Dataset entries

BEGIN

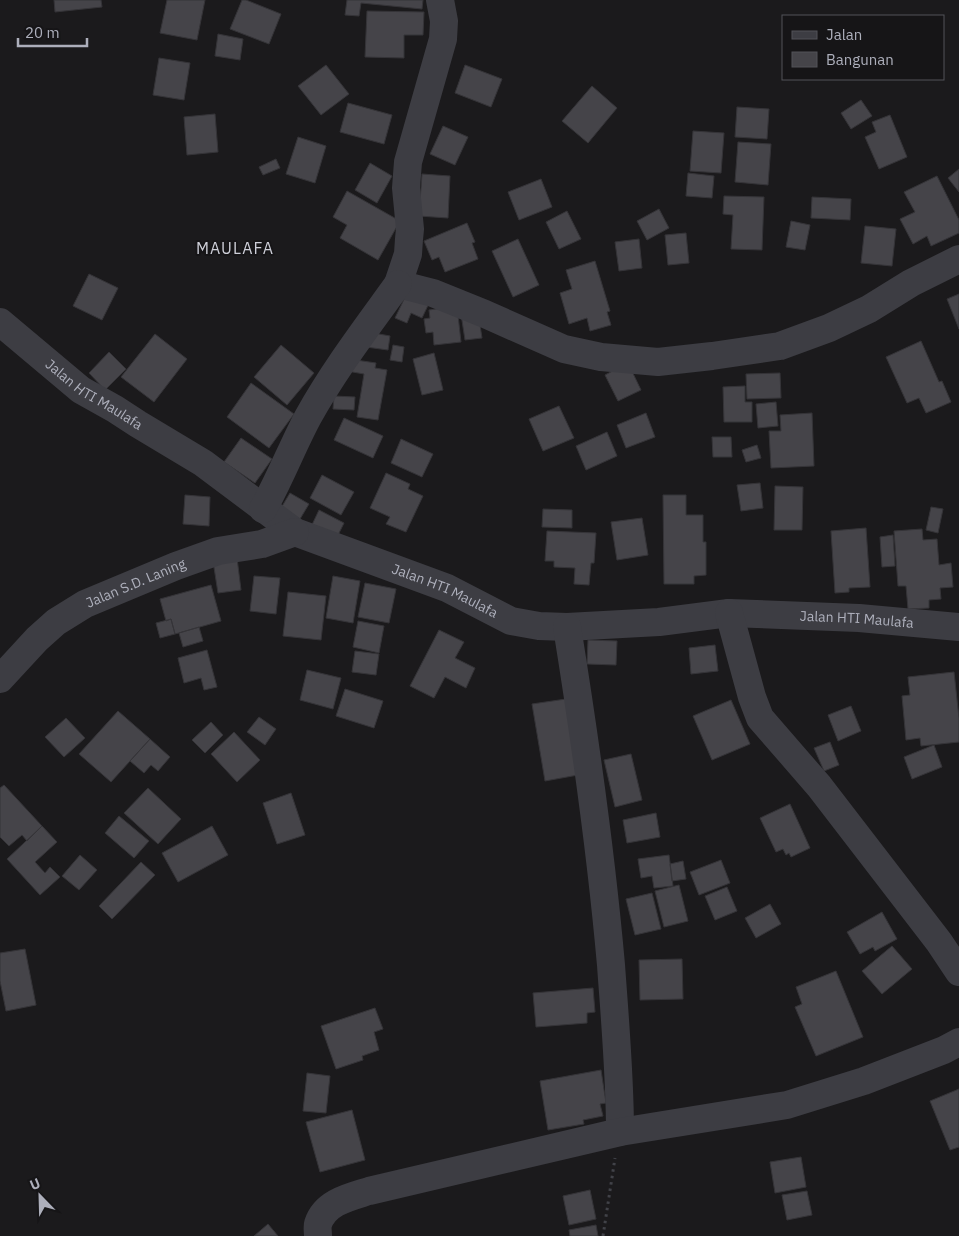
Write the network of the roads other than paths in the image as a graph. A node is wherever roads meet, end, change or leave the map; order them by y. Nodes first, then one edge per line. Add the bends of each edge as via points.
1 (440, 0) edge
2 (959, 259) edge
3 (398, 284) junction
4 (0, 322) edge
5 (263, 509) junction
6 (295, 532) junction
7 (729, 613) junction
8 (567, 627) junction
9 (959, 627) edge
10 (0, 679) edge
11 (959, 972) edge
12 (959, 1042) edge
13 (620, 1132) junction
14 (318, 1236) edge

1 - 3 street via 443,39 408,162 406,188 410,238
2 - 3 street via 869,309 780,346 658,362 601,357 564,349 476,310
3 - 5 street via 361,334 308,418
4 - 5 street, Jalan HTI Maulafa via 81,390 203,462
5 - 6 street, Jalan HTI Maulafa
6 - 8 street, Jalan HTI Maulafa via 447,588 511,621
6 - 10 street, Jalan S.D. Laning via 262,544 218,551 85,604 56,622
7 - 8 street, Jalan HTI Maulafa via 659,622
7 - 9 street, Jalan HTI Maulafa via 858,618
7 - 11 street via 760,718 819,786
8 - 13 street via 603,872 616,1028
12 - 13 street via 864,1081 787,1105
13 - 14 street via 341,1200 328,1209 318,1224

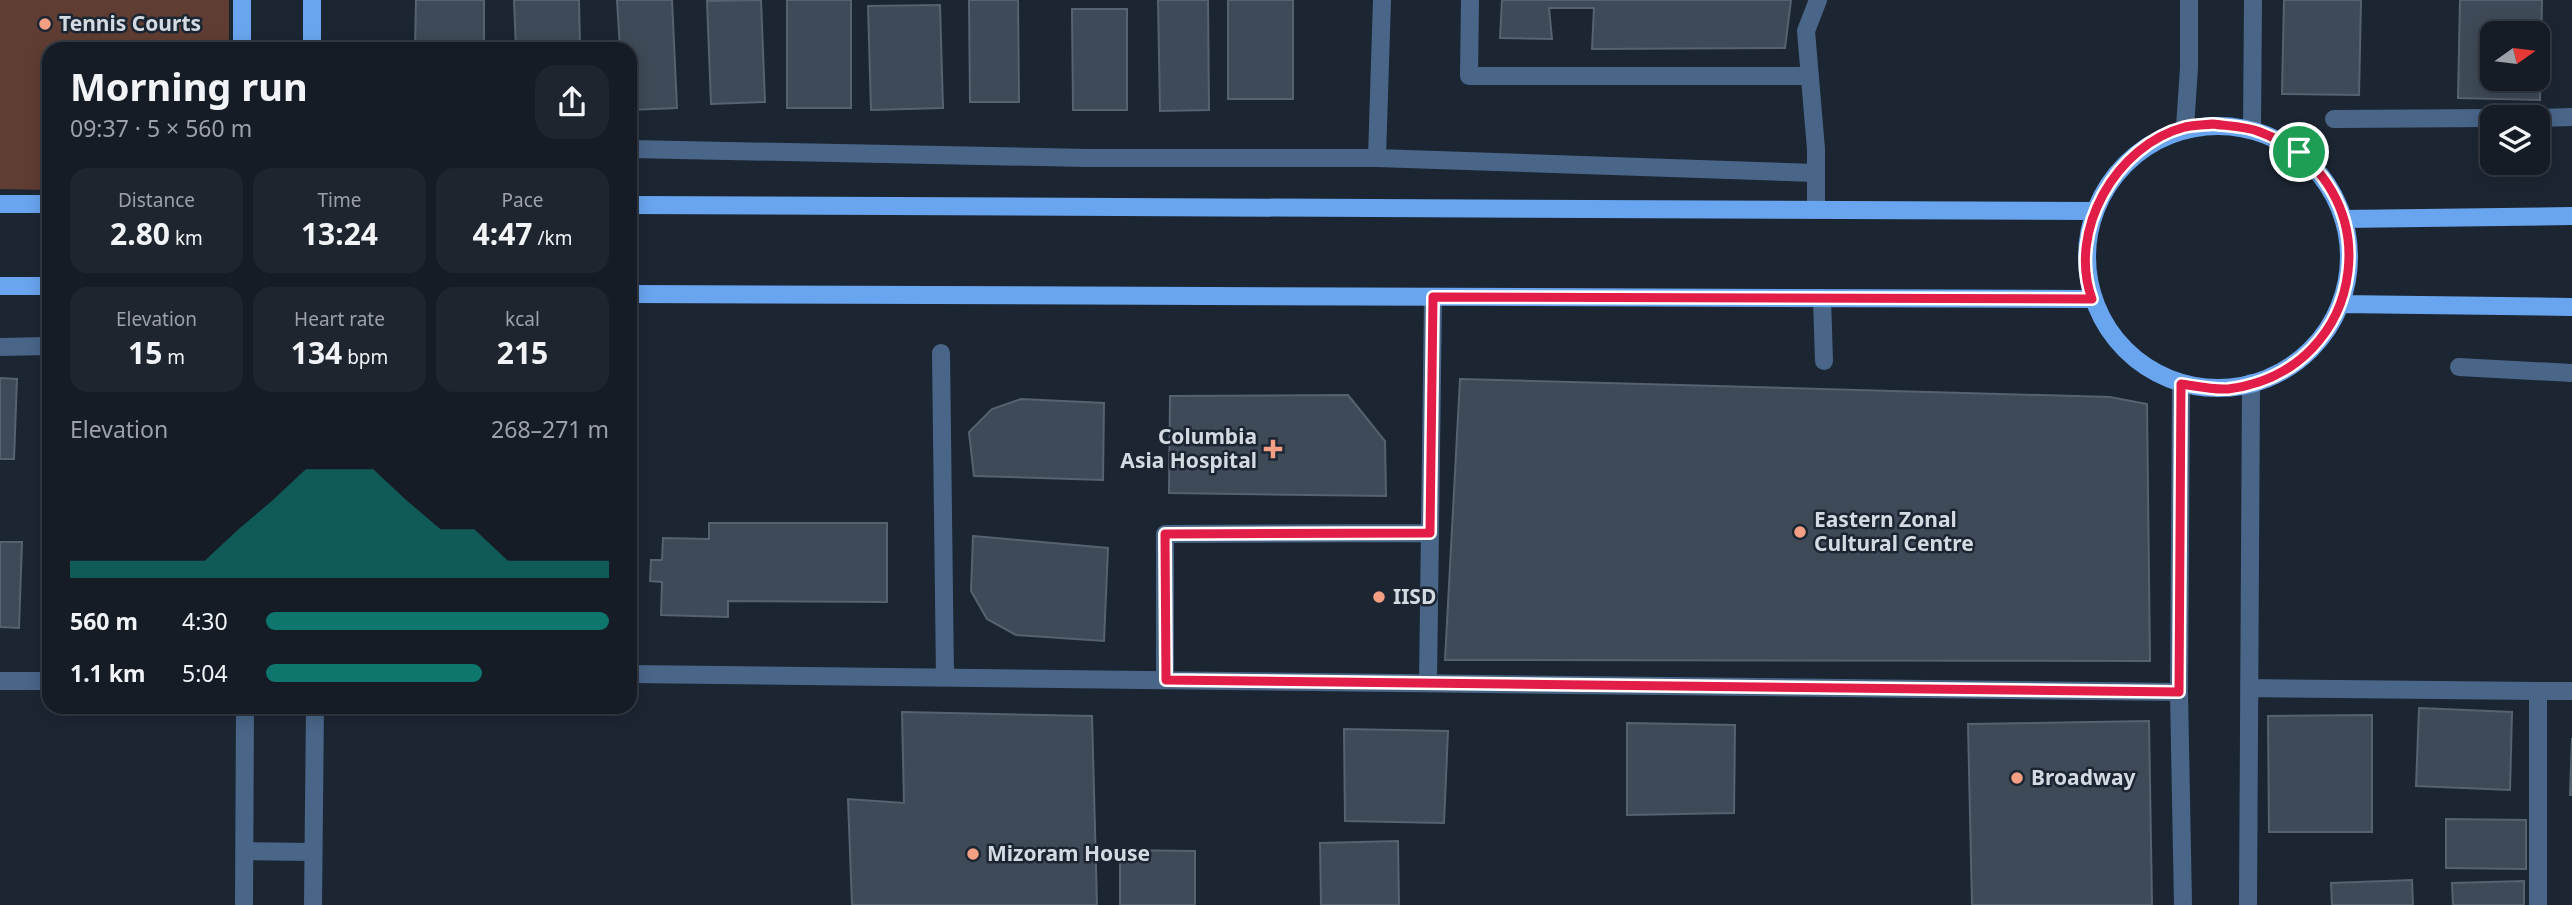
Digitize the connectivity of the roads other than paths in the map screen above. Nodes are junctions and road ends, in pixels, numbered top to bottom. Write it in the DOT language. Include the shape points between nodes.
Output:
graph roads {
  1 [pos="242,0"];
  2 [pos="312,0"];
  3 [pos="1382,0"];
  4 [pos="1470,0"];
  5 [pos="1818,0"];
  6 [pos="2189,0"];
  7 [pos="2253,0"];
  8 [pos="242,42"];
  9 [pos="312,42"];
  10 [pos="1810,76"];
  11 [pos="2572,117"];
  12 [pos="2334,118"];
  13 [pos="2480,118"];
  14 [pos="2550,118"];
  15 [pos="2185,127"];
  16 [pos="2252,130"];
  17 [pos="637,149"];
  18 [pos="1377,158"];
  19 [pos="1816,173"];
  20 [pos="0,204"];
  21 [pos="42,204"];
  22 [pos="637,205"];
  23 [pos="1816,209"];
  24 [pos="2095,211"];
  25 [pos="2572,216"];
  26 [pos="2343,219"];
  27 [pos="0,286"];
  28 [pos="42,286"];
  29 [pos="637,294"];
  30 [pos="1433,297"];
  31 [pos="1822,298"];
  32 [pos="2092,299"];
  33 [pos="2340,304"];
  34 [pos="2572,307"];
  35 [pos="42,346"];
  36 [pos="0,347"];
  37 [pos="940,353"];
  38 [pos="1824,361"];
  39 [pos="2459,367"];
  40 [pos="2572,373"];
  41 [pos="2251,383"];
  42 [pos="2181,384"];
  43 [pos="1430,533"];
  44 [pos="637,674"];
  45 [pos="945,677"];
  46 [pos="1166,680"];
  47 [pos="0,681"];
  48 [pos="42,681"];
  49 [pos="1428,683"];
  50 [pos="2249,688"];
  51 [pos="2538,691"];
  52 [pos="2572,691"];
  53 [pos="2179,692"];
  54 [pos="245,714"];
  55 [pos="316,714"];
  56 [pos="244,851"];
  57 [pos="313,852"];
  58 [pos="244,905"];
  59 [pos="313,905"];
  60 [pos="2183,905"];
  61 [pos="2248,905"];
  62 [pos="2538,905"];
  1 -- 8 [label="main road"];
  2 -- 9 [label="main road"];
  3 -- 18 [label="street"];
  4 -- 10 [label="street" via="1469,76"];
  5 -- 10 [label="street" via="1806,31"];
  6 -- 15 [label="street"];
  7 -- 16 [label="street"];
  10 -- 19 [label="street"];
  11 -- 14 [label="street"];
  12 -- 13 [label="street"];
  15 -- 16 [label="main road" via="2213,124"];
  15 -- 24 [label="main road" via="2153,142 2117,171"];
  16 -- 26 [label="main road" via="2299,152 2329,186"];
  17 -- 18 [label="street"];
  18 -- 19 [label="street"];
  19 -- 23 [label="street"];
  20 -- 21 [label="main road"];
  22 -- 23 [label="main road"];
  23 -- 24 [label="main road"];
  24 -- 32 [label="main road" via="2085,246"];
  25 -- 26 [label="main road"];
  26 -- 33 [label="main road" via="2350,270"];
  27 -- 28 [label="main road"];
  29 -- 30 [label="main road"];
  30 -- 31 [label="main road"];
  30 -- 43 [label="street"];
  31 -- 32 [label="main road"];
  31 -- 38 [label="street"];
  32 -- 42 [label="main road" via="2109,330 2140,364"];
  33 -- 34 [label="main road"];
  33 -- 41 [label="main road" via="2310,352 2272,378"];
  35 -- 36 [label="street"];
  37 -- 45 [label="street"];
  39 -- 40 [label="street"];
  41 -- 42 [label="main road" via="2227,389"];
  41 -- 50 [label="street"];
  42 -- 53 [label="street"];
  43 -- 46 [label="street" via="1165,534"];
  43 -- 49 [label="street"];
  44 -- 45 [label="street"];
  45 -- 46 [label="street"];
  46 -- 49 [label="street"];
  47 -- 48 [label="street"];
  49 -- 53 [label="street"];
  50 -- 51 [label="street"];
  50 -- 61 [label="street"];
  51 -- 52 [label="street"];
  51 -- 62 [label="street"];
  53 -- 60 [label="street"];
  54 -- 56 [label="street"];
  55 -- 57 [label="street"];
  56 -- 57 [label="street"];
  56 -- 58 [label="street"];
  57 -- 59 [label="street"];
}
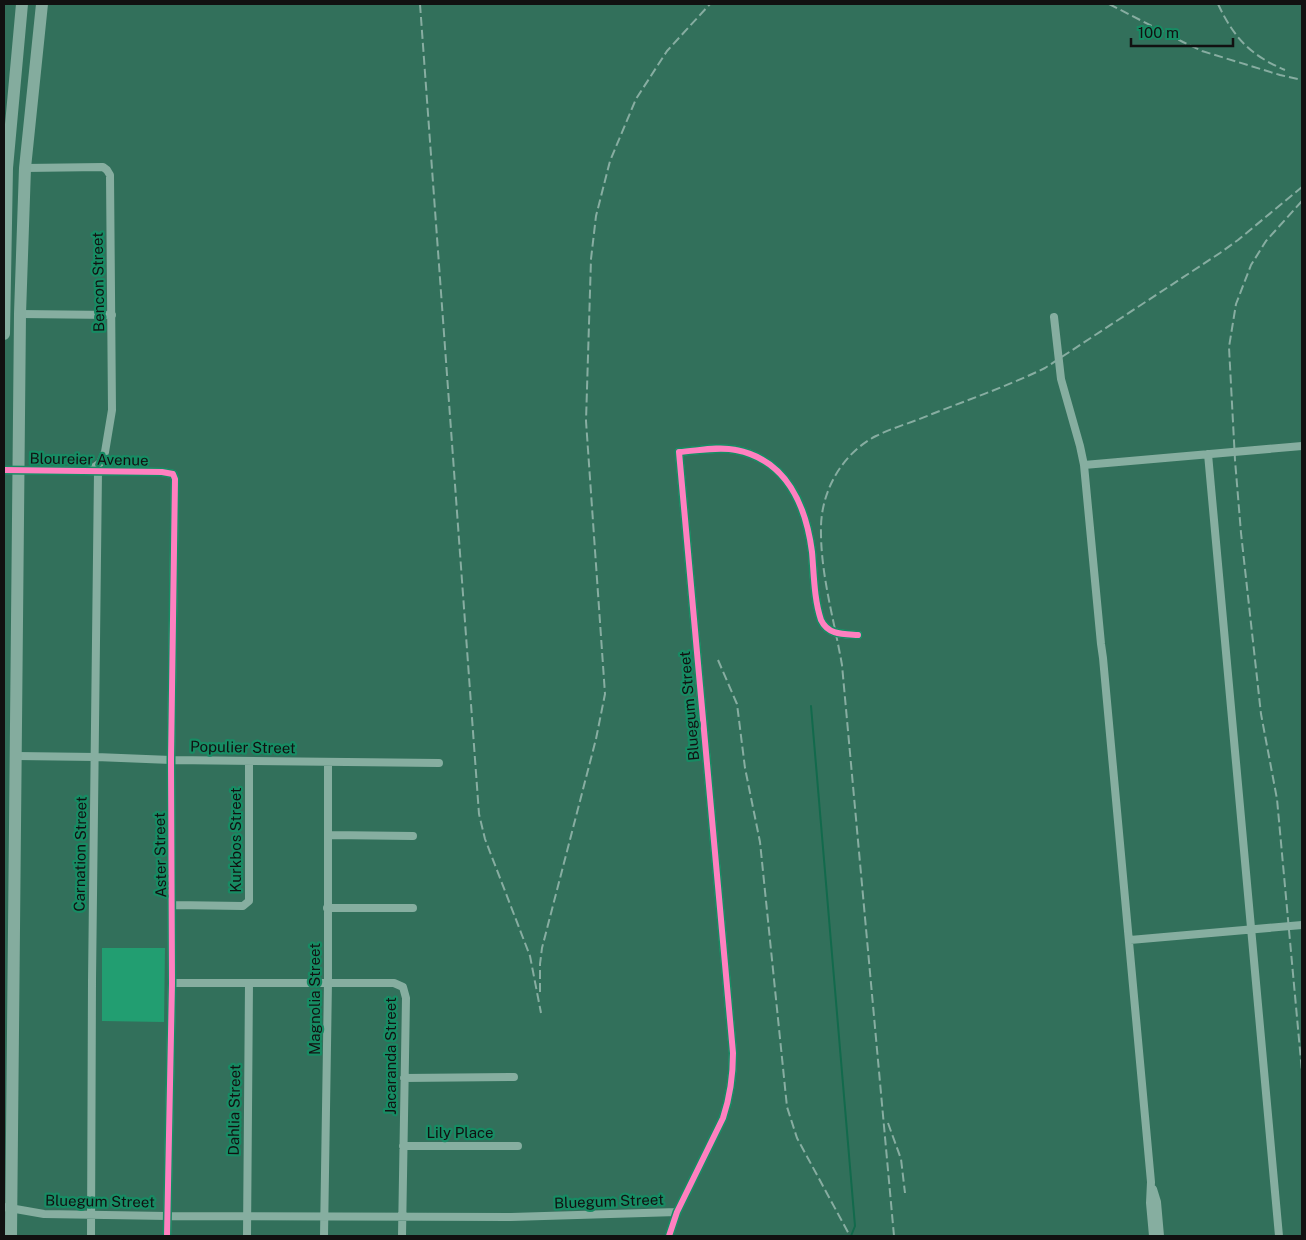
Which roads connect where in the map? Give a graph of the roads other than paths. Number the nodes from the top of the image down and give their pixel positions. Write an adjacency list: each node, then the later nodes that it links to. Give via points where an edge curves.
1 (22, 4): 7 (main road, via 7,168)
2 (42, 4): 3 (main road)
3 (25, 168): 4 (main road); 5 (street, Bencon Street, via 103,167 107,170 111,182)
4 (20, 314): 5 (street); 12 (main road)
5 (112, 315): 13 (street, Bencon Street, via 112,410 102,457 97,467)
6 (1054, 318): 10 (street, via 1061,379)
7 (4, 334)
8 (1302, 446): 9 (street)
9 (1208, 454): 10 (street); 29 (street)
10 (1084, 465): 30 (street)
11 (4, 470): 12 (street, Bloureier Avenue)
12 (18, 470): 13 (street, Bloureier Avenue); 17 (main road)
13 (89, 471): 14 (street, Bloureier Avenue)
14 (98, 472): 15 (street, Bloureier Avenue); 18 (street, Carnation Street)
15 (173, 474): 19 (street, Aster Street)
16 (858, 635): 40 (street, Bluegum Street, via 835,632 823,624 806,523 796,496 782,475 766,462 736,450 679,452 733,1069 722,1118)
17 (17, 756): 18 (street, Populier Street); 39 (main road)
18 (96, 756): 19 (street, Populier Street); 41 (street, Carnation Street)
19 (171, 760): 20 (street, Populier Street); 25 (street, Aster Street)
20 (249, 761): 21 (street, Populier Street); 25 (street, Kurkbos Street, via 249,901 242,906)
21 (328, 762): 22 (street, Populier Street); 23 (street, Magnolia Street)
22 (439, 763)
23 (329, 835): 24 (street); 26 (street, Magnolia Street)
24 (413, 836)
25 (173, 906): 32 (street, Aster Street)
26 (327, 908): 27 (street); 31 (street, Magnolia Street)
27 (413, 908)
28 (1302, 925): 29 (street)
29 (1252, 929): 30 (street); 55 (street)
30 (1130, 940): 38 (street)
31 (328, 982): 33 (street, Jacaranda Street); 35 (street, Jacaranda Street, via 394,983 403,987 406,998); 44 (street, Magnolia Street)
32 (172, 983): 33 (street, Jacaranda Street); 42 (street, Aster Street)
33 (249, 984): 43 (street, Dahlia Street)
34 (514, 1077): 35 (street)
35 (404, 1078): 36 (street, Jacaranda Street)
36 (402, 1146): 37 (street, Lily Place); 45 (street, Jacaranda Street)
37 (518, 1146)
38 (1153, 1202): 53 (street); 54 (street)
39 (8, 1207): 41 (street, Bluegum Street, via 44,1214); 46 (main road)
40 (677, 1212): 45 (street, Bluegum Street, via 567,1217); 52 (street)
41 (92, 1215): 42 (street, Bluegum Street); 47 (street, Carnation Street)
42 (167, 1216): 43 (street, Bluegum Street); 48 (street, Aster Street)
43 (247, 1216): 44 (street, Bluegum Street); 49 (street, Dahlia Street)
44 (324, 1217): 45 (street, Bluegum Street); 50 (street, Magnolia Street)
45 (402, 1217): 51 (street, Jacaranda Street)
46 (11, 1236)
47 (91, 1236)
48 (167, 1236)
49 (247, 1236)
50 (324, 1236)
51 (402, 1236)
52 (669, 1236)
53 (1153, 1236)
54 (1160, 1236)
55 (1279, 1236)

END

Exercise prompt: How many lines of the data contain the word "Magnolia"? Answer with the number alone.

Solution for this exercise: 5